Soltar no siempre es rendirse. Muchas veces es una forma de inteligencia emocional, de dignidad y de cuidado propio. Es reconocer que aferrarse a lo que no crece también puede impedirnos ver lo que sí puede florecer. Avanzar, en cambio, no siempre significa correr; a veces significa elegir con claridad, cerrar una puerta sin dramatismo y seguir caminando con más ligereza. Hay decisiones que duelen, pero que liberan. Y esa libertad suele abrir espacio para oportunidades, relaciones y caminos que sí están alineados con lo que somos y con lo que necesitamos.
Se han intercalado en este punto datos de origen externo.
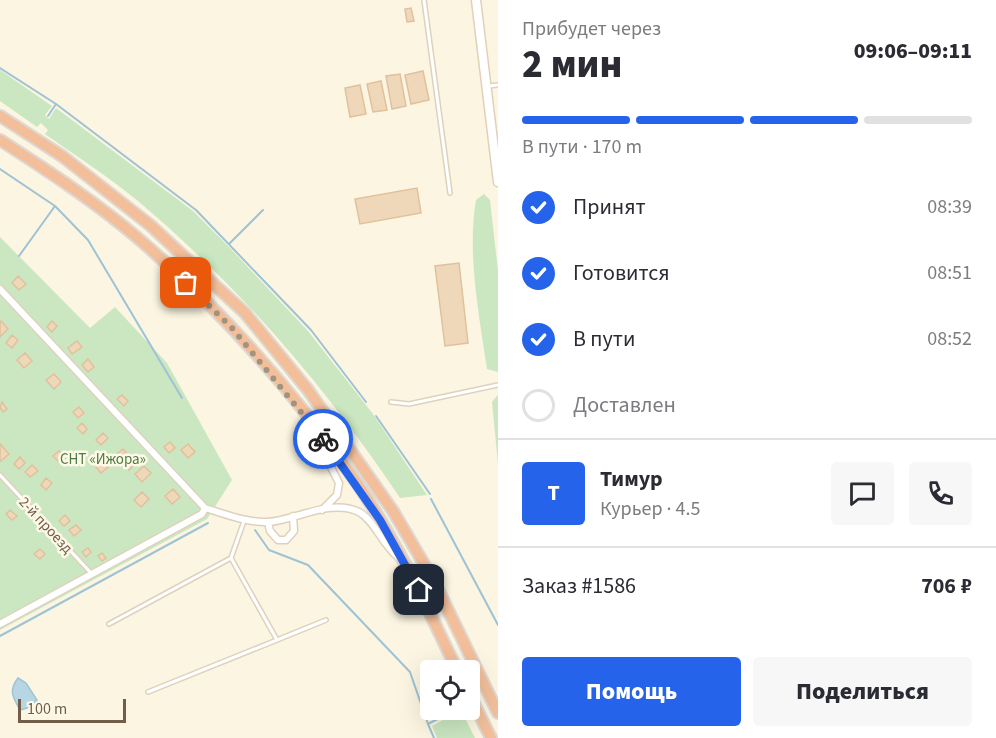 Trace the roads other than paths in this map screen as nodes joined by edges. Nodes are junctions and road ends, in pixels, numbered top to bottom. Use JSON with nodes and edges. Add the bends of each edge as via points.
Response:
{"nodes":[{"id":1,"x":424,"y":0,"type":"edge"},
{"id":2,"x":476,"y":0,"type":"edge"},
{"id":3,"x":498,"y":85,"type":"edge"},
{"id":4,"x":486,"y":86,"type":"junction"},
{"id":5,"x":0,"y":116,"type":"edge"},
{"id":6,"x":0,"y":140,"type":"edge"},
{"id":7,"x":498,"y":182,"type":"edge"},
{"id":8,"x":450,"y":193,"type":"dead end"},
{"id":9,"x":0,"y":289,"type":"edge"},
{"id":10,"x":498,"y":385,"type":"edge"},
{"id":11,"x":391,"y":402,"type":"dead end"},
{"id":12,"x":318,"y":432,"type":"junction"},
{"id":13,"x":0,"y":475,"type":"edge"},
{"id":14,"x":205,"y":508,"type":"junction"},
{"id":15,"x":322,"y":510,"type":"junction"},
{"id":16,"x":293,"y":516,"type":"junction"},
{"id":17,"x":244,"y":519,"type":"junction"},
{"id":18,"x":268,"y":522,"type":"junction"},
{"id":19,"x":231,"y":558,"type":"junction"},
{"id":20,"x":402,"y":560,"type":"junction"},
{"id":21,"x":93,"y":574,"type":"junction"},
{"id":22,"x":326,"y":620,"type":"dead end"},
{"id":23,"x":0,"y":624,"type":"edge"},
{"id":24,"x":109,"y":624,"type":"dead end"},
{"id":25,"x":277,"y":640,"type":"junction"},
{"id":26,"x":452,"y":660,"type":"edge"},
{"id":27,"x":148,"y":692,"type":"dead end"},
{"id":28,"x":498,"y":713,"type":"edge"},
{"id":29,"x":480,"y":716,"type":"edge"},
{"id":30,"x":491,"y":738,"type":"edge"}],
"edges":[{"from":1,"to":8,"type":"lane"},
{"from":2,"to":4,"type":"street"},
{"from":3,"to":4,"type":"lane"},
{"from":4,"to":7,"type":"street"},
{"from":5,"to":28,"type":"highway","via":[[62,156],[150,225],[245,313],[308,390],[393,511],[434,581]]},
{"from":6,"to":12,"type":"highway","via":[[51,172],[139,239],[232,328]]},
{"from":9,"to":14,"type":"street"},
{"from":10,"to":11,"type":"lane","via":[[409,404]]},
{"from":12,"to":15,"type":"street","via":[[321,448],[339,483],[337,495]]},
{"from":12,"to":20,"type":"highway","via":[[356,482]]},
{"from":13,"to":21,"type":"lane","name":"2-й проезд"},
{"from":14,"to":17,"type":"street"},
{"from":14,"to":21,"type":"street","via":[[202,514]]},
{"from":15,"to":16,"type":"street"},
{"from":15,"to":20,"type":"street","via":[[345,507],[363,514]]},
{"from":16,"to":18,"type":"street"},
{"from":16,"to":18,"type":"street","via":[[294,531],[286,540],[273,536]]},
{"from":17,"to":18,"type":"street"},
{"from":17,"to":19,"type":"lane"},
{"from":19,"to":24,"type":"lane"},
{"from":19,"to":25,"type":"lane"},
{"from":20,"to":26,"type":"highway"},
{"from":21,"to":23,"type":"street"},
{"from":22,"to":25,"type":"lane"},
{"from":25,"to":27,"type":"lane"},
{"from":29,"to":30,"type":"highway"}]}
No todo merece ser forzado. Lo que de verdad es para ti no te desgasta hasta vaciarte; lo que es sano para ti encuentra una manera de permanecer, de moverse contigo, de crecer con el tiempo. Por eso, cuando algo se detiene de forma persistente, quizá la pregunta no sea cuánto más vas a intentar sostenerlo, sino cuánto tiempo más vas a dejar que te quite dirección. Soltar también es avanzar. Y a veces, avanzar es la única forma de volver a encontrarte.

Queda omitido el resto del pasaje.